- _EXTRACTED RECORDS_
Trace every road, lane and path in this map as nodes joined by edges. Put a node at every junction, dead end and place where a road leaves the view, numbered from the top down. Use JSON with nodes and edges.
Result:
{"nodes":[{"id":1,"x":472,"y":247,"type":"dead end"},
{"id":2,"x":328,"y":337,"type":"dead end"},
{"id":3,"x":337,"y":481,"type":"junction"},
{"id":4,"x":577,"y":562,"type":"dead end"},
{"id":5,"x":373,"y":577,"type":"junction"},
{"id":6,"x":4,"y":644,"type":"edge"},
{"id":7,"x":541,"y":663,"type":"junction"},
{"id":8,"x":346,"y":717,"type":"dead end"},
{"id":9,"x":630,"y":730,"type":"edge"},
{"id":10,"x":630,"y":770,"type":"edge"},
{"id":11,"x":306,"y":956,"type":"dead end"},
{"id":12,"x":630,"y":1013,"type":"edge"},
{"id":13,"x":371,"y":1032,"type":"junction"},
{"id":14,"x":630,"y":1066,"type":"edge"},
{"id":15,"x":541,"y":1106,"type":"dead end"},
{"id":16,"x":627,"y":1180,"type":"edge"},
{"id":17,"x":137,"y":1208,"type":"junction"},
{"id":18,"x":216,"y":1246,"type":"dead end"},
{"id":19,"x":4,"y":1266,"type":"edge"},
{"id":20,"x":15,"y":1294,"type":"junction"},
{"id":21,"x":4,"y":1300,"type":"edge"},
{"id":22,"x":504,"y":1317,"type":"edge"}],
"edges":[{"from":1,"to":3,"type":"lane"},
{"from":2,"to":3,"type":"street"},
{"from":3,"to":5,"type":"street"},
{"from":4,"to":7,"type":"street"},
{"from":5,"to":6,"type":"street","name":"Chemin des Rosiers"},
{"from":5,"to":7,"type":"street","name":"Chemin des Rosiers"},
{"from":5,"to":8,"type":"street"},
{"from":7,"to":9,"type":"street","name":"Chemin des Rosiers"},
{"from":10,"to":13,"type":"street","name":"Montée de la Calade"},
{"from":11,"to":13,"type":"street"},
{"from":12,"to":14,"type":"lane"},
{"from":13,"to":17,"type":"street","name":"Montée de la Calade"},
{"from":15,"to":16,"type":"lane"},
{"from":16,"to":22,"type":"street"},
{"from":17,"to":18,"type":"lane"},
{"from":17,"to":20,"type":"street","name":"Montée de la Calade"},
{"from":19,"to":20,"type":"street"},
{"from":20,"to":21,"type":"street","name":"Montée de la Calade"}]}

- _WHAT TO PRODUCE_
Transcribe the data exactly.

- _EXERCISE RESULT_
Trace every road, lane and path in this map as nodes joined by edges. Put a node at every junction, dead end and place where a road leaves the view, numbered from the top down. Use JSON with nodes and edges.
Result:
{"nodes":[{"id":1,"x":472,"y":247,"type":"dead end"},
{"id":2,"x":328,"y":337,"type":"dead end"},
{"id":3,"x":337,"y":481,"type":"junction"},
{"id":4,"x":577,"y":562,"type":"dead end"},
{"id":5,"x":373,"y":577,"type":"junction"},
{"id":6,"x":4,"y":644,"type":"edge"},
{"id":7,"x":541,"y":663,"type":"junction"},
{"id":8,"x":346,"y":717,"type":"dead end"},
{"id":9,"x":630,"y":730,"type":"edge"},
{"id":10,"x":630,"y":770,"type":"edge"},
{"id":11,"x":306,"y":956,"type":"dead end"},
{"id":12,"x":630,"y":1013,"type":"edge"},
{"id":13,"x":371,"y":1032,"type":"junction"},
{"id":14,"x":630,"y":1066,"type":"edge"},
{"id":15,"x":541,"y":1106,"type":"dead end"},
{"id":16,"x":627,"y":1180,"type":"edge"},
{"id":17,"x":137,"y":1208,"type":"junction"},
{"id":18,"x":216,"y":1246,"type":"dead end"},
{"id":19,"x":4,"y":1266,"type":"edge"},
{"id":20,"x":15,"y":1294,"type":"junction"},
{"id":21,"x":4,"y":1300,"type":"edge"},
{"id":22,"x":504,"y":1317,"type":"edge"}],
"edges":[{"from":1,"to":3,"type":"lane"},
{"from":2,"to":3,"type":"street"},
{"from":3,"to":5,"type":"street"},
{"from":4,"to":7,"type":"street"},
{"from":5,"to":6,"type":"street","name":"Chemin des Rosiers"},
{"from":5,"to":7,"type":"street","name":"Chemin des Rosiers"},
{"from":5,"to":8,"type":"street"},
{"from":7,"to":9,"type":"street","name":"Chemin des Rosiers"},
{"from":10,"to":13,"type":"street","name":"Montée de la Calade"},
{"from":11,"to":13,"type":"street"},
{"from":12,"to":14,"type":"lane"},
{"from":13,"to":17,"type":"street","name":"Montée de la Calade"},
{"from":15,"to":16,"type":"lane"},
{"from":16,"to":22,"type":"street"},
{"from":17,"to":18,"type":"lane"},
{"from":17,"to":20,"type":"street","name":"Montée de la Calade"},
{"from":19,"to":20,"type":"street"},
{"from":20,"to":21,"type":"street","name":"Montée de la Calade"}]}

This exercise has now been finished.